TAL ÁRVORE, TAL FRUTO

Reflexão à Liturgia da Palavra do VIII Domingo do Tempo Comum ano C

A Liturgia da Palavra deste oitavo Domingo do Tempo Comum, Ano C, chama a nossa atenção para a virtude da prudência. Esta virtude manifesta-se, antes de mais, por um coração magnânimo e humilde que reconhece os próprios erros e limitações e reconhece o bem que há nos outros.

“Deus disse e tudo foi feito”. A Palavra que só o Pai dizia fez-se carne entre nós e chama-se Jesus Cristo. Vamos dignificar a Palavra de Deus e a nossa, conformando a vida com ela.

A primeira leitura deste Domingo vem do Livro de Ben-Sirá 27, 5-8. O autor deste livro, ensina-nos, por meio de imagens, que as palavras revelam o coração de cada um de nós.

O Salmo Responsorial é o Salmo 91 (92) 2-3.13-14.15-16. Neste salmo somos convidados, pelo Espírito Santo a louvar o Senhor, pelos prudentes conselhos que recebemos na primeira leitura.

A segunda leitura é tirada da primeira Epístola de S. Paulo aos Coríntios 15, 54b-57. A morte e o pecado – como nos ensina S. Paulo na sua primeira Epístola aos Coríntios – foram vencidos pela Paixão, Morte e Ressurreição de Jesus. Vivamos com alegria a nossa vocação de filhos de Deus, enquanto vamos a caminho do Céu.

O Evangelho é extraído de S. Lucas 6, 39-45. Jesus Cristo ilumina os caminhos da nossa vida com os Seus conselhos e admoestações, que o Evangelho nos transmite.

O cristão é mensageiro da Boa Nova, testemunha entre os homens do que viu e ouviu. “Como o seu Mestre” – refere o Evangelho. Tem uma maneira de ser e estar no mundo, que o assinala e distingue com a marca inconfundível do Pai. É o discípulo fiel que aprende Cristo, assimilando a sua mensagem. O Baptismo compromete-nos. Tudo o que dizemos e fazemos tem uma dimensão redentora, como assalariados de Deus na vinha dos homens. O cristão pensa e actua como Cristo, ama pela medida do seu amor sem barreiras. Não segue outros pedagogos, outras doutrinas, porque não há pensamento redentor que não esteja crucificado. “Um só é o vosso Mestre” (Evangelho de S. Mateus 23,8). Se quero ser como o Mestre, tenho de fazer-me lição.
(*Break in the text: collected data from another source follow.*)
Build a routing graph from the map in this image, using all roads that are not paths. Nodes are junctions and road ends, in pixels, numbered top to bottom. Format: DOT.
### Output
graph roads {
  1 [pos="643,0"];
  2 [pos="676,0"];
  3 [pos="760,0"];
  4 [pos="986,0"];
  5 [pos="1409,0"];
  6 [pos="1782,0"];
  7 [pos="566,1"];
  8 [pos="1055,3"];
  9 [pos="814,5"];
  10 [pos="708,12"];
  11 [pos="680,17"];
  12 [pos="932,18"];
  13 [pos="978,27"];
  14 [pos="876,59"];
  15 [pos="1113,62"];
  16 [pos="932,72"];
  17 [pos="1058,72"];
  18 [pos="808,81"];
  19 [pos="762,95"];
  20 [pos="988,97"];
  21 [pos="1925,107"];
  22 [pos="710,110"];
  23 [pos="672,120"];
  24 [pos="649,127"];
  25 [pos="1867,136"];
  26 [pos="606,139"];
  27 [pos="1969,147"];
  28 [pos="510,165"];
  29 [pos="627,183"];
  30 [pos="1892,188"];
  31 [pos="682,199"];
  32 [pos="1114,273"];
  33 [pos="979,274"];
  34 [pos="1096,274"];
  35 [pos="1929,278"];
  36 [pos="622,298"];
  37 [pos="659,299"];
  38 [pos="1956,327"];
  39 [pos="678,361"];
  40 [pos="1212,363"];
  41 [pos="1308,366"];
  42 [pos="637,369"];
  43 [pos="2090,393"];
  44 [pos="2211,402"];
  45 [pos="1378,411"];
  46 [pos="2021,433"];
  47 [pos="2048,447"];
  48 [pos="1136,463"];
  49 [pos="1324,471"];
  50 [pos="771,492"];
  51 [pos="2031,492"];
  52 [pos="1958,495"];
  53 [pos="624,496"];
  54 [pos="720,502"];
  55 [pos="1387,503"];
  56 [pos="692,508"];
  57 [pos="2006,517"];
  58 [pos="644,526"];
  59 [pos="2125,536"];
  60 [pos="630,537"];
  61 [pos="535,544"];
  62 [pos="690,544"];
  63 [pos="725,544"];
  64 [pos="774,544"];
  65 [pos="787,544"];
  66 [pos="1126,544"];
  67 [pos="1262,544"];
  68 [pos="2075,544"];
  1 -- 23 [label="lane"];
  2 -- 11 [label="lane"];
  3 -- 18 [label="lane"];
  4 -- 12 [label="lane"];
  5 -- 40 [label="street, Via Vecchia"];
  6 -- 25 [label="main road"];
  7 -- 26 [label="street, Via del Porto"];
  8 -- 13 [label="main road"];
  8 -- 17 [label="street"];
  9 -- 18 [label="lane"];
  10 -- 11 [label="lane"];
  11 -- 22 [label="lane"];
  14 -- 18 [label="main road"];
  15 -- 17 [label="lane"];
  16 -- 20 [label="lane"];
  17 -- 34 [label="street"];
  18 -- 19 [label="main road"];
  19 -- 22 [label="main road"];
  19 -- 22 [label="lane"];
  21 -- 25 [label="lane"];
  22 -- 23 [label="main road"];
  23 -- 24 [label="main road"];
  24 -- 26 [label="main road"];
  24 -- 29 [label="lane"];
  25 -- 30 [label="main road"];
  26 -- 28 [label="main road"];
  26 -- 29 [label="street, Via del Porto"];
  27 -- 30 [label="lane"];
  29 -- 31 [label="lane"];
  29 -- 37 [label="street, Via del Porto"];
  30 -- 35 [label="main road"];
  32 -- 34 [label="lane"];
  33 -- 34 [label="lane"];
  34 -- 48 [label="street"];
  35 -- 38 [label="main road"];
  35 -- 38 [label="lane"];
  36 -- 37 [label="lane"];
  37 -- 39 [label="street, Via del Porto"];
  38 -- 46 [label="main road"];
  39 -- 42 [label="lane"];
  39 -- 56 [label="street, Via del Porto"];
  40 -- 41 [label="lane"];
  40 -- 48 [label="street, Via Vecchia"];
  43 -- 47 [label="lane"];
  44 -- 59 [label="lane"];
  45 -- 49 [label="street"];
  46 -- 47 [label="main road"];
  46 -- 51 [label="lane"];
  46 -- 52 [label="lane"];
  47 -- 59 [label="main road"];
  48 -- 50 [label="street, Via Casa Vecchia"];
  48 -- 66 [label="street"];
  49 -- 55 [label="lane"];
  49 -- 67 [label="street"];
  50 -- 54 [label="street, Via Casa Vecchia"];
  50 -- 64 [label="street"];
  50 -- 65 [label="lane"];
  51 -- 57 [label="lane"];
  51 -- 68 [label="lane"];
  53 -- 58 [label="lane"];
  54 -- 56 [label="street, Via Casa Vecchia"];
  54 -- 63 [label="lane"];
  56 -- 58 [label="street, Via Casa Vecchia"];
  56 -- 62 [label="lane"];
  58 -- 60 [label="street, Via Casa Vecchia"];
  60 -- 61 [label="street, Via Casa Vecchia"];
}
Precisamos de gente que fale com a vida, porque há muitas setas que apontam e poucos caminhos que levem. “Retira primeiro a trave da tua vista” .- lemos no Evangelho. Falta coerência entre as palavras e as obras, como fariseus hipócritas, que dizem, mas não fazem. Todos levamos nos olhos a trave espessa da nossa mediocridade que nos impede de ver a verdade e o bem que estão nos outros. É preciso primeiro olhar para nós mesmos antes de julgar alguém. Julga-te a ti e absolverás o teu irmão. Se queres corrigir alguém, corrige-te a ti mesmo. Quando as tuas trevas se converterem em luz, então serás caminho por onde os outros passam e não sino a badalar sentenças. Antes de converter os outros, tenho de converter-me a mim. “Hipócritas!”.

“A árvore conhece-se pelo fruto” – diz Jesus no Evangelho. Foi a regra de discernimento que o Senhor nos deixou. O testemunho da vida brota da raiz do coração, onde o homem é o que é, sem máscaras ou fingimentos. O Cristão vive enraizado em Cristo. D’Ele lhe vem a seiva da graça, que produz frutos para a vida eterna. Assim vivemos assimilados a Cristo, fazendo as mesmas obras que Ele faz. São elas que nos apontam aos olhos do mundo como seus discípulos. Por elas se avalia o nosso compromisso com o Evangelho. Duma adesão tímida e calculada, só podem nascer frutos de mediocridade. Queremos ser a árvore boa, enraizada na fé e na esperança. Assim nos libertamos do fruto do pecado que nos expulsa do paraíso e gera a morte.

“Da abundância do coração fala a boca” – salienta o Evangelho. Para isso é preciso esvaziar o coração de todo o egoísmo e torná-lo sensível às razões do amor, que só ele entende. Assim abundarão em nós as riquezas do Coração de Cristo para agir e amar. Do coração romperá a força que nos leva ao mundo, no serviço de amar como Cristo amou. O coração do homem é tesouro escondido, com insondáveis riquezas ainda por explorar. A “obra do Senhor” é amarmos com a abundância do coração. “Permanecei firmes, inabaláveis” (2.ª leitura).

Invoquemos a intercessão e o amparo de Maria para seguir o Senhor neste caminho.